Mintz and Fraade's actions which gave rise to Beta's malpractice and breach of fiduciary claims are within the scope of section 48.193(1)(b), Florida Statutes, which provides for personal jurisdiction over a foreign entity which has committed a tortious act within Florida.
In Becker v. Hooshmand, 841 So.2d 561 (Fla. 4th DCA 2003) this court discussed section 48.193(1)(b), and explained several principles which inform a court's determination that a defendant's actions bring it within this provision of the long arm statute: (1) a cause of action for tort accrues wherever plaintiff suffers damage to his property; (2) in order to commit a tortious act in Florida, a defendant's physical presence is not required; (3) a foreign defendant can commit a tort within Florida via its electronic, telephonic, or written communications into the state so long as the cause of action arises from those communications; (4) a defendant need not commit a physical tort within Florida in order to be brought within the ambit of the long-arm statute. 841 So.2d at 562.

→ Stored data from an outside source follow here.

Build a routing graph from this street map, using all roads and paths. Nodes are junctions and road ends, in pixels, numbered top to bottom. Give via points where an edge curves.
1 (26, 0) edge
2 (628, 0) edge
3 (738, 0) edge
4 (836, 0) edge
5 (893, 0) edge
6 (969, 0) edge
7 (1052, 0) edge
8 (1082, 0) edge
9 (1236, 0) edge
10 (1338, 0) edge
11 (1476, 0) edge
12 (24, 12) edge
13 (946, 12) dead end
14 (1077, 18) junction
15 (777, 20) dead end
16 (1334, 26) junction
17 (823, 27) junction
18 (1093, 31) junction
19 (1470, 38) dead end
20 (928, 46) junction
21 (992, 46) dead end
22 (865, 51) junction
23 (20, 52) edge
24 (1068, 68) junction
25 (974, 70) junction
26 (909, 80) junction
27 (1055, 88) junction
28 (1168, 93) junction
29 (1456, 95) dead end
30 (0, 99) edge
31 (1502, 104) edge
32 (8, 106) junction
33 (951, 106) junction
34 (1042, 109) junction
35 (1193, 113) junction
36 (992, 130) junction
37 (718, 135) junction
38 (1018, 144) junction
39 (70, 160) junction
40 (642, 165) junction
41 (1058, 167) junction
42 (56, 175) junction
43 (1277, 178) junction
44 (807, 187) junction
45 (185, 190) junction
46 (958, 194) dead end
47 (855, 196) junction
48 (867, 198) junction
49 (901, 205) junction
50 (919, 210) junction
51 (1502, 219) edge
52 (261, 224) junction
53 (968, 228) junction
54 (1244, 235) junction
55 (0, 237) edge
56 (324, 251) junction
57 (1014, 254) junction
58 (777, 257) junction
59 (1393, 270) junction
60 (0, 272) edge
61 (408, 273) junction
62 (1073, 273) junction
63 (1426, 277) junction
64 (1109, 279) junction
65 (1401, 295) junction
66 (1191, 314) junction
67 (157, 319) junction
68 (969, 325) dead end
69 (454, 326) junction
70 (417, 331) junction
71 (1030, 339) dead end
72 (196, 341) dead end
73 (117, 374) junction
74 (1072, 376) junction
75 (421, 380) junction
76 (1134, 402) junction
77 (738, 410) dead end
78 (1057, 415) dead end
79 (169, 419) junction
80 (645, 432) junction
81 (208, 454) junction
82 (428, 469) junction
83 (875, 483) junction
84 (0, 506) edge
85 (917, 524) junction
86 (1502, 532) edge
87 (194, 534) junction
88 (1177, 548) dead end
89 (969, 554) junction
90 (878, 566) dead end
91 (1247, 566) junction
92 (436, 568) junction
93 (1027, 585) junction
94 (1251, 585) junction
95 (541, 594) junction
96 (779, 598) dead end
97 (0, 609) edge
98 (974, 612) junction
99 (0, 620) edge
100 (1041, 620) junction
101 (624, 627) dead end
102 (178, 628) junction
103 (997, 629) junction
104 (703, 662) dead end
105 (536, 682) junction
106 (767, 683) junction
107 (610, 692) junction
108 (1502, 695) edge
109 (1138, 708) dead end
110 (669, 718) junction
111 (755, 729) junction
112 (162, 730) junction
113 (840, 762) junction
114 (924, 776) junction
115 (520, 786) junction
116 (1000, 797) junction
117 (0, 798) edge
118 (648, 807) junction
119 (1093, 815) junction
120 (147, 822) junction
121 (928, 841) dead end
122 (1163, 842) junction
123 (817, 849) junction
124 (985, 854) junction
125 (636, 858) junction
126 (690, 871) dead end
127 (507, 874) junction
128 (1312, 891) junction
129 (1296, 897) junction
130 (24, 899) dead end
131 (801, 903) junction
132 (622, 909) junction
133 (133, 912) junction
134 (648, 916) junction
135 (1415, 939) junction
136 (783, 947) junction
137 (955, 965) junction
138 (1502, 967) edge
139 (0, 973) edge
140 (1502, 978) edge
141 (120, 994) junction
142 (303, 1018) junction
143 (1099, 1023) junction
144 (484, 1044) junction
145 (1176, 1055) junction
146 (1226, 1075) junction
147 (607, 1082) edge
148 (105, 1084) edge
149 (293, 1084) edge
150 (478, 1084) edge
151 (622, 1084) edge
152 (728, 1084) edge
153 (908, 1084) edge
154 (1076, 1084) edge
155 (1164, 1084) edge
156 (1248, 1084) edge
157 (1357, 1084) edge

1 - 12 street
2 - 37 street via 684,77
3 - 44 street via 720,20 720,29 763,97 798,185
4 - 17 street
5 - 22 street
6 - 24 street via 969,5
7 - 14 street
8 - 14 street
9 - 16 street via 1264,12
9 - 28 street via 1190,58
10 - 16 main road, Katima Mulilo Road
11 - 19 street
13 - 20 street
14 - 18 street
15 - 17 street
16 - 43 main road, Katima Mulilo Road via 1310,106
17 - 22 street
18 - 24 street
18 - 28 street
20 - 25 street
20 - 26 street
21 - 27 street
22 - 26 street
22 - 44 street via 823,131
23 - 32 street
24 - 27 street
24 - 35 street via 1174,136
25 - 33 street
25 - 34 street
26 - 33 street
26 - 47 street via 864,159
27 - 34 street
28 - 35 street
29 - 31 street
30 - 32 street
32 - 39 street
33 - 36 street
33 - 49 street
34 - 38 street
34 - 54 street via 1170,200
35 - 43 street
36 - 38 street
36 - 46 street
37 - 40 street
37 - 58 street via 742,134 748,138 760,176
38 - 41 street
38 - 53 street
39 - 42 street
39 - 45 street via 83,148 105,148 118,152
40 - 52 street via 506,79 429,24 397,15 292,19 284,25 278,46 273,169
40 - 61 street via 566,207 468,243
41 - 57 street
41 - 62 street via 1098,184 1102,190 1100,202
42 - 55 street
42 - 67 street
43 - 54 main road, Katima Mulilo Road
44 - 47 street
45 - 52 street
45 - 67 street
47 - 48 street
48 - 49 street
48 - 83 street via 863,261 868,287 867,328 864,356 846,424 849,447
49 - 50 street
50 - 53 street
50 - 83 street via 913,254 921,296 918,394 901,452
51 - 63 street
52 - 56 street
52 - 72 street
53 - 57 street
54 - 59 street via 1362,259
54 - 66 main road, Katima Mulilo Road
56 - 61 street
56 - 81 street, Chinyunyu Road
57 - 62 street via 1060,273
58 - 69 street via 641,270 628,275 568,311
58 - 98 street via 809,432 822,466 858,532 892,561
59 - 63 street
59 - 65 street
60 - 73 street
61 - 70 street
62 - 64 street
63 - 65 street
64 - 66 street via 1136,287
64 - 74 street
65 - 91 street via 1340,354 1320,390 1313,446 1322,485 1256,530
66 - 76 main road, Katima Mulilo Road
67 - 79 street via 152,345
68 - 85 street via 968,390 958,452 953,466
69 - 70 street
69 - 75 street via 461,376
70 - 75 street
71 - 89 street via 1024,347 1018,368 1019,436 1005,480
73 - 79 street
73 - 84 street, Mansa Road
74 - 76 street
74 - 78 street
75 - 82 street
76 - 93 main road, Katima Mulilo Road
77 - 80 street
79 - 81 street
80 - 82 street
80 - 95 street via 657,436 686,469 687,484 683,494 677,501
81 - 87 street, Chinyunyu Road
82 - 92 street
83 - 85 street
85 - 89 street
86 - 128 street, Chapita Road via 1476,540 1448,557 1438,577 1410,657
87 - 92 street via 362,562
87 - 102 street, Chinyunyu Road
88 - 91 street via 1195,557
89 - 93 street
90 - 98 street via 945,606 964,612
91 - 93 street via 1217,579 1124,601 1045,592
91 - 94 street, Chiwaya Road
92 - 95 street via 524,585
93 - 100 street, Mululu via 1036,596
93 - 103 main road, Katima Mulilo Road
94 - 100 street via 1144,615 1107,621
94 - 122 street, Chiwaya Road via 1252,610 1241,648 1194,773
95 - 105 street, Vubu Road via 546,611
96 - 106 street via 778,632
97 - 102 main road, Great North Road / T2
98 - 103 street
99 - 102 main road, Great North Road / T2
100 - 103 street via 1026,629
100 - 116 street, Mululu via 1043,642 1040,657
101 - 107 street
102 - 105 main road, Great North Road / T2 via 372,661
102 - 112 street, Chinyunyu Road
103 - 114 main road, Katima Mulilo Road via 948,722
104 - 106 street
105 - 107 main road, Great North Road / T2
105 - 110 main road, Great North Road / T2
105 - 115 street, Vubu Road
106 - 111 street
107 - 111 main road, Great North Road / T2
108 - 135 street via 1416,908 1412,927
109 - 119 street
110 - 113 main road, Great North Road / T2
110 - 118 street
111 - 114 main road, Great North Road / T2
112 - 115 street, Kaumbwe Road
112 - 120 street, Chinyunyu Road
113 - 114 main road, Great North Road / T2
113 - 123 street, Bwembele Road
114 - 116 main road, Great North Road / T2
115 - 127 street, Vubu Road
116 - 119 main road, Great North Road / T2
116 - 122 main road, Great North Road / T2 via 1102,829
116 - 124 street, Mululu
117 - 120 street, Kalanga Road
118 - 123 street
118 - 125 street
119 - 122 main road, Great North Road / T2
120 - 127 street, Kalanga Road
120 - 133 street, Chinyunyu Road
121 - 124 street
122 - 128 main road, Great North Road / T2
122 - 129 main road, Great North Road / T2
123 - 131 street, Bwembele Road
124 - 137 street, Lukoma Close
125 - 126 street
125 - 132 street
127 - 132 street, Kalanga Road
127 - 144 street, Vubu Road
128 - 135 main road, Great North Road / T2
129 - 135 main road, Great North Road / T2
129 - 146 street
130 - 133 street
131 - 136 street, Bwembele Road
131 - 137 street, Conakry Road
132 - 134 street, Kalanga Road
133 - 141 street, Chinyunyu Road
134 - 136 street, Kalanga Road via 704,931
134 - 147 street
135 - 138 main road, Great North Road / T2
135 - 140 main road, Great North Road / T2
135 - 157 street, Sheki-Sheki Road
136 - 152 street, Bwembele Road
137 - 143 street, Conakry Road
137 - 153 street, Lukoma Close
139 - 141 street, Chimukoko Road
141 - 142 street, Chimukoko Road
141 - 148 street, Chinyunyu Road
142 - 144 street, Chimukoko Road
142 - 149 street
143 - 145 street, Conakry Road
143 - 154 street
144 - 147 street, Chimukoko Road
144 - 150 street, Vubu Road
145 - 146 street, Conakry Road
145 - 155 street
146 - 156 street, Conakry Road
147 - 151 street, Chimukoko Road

Under Becker, the tort of legal malpractice in the instant case accrued in Florida where Beta, a Florida corporation, alleges it suffered $750,000 in damages as a direct result of Mintz and Fraade's negligence. Though Mintz and Fraade performed most of the necessary legal services from a New York office, they caused allegedly faulty Acquisition Articles to be filed in Florida which caused injury to Beta. Thus, Mintz and Fraade committed a tortious act in Florida within the meaning of section 48.193(1)(b), Florida Statutes, and their actions are within the ambit of the long-arm statute.
Mintz and Fraade also have sufficient minimum contacts with Florida to satisfy the due process requirement. This prong is satisfied "if the defendant purposefully directs activities at Florida and litigation arises out of those activities, or the defendant purposefully avails himself of the privilege of conducting activities within the forum state." Achievers Unlimited, Inc. v. Nutri Herb, Inc., 710 So.2d 716, 719 (Fla. 4th DCA 1998). Mintz and Fraade performed the necessary legal work for the formation of two Florida LLCs created for the purpose of acquiring the assets of an existing Florida corporation. Beta claims Mintz and Fraade were negligent in their performance, and thus, that they are liable for legal malpractice and breach of fiduciary duty. Beta's claims arise from the activity Mintz and Fraade directed into the state of Florida. A reasonable person having conducted the activities conducted by Mintz and Fraade in the present case would reasonably foresee being haled into court in Florida should an issue regarding the very formation of Beta arise.
Reversed and remanded.
HAZOURI and CIKLIN, JJ., concur.
 (1) Any person, whether or not a citizen or resident of this state, who personally or through an agent does any of the acts enumerated in this subsection thereby submits himself or herself and, if he or she is a natural person, his or her personal representative to the jurisdiction of the courts of this state for any cause of action arising from the doing of any of the following acts:
(b) Committing a tortious act within this state.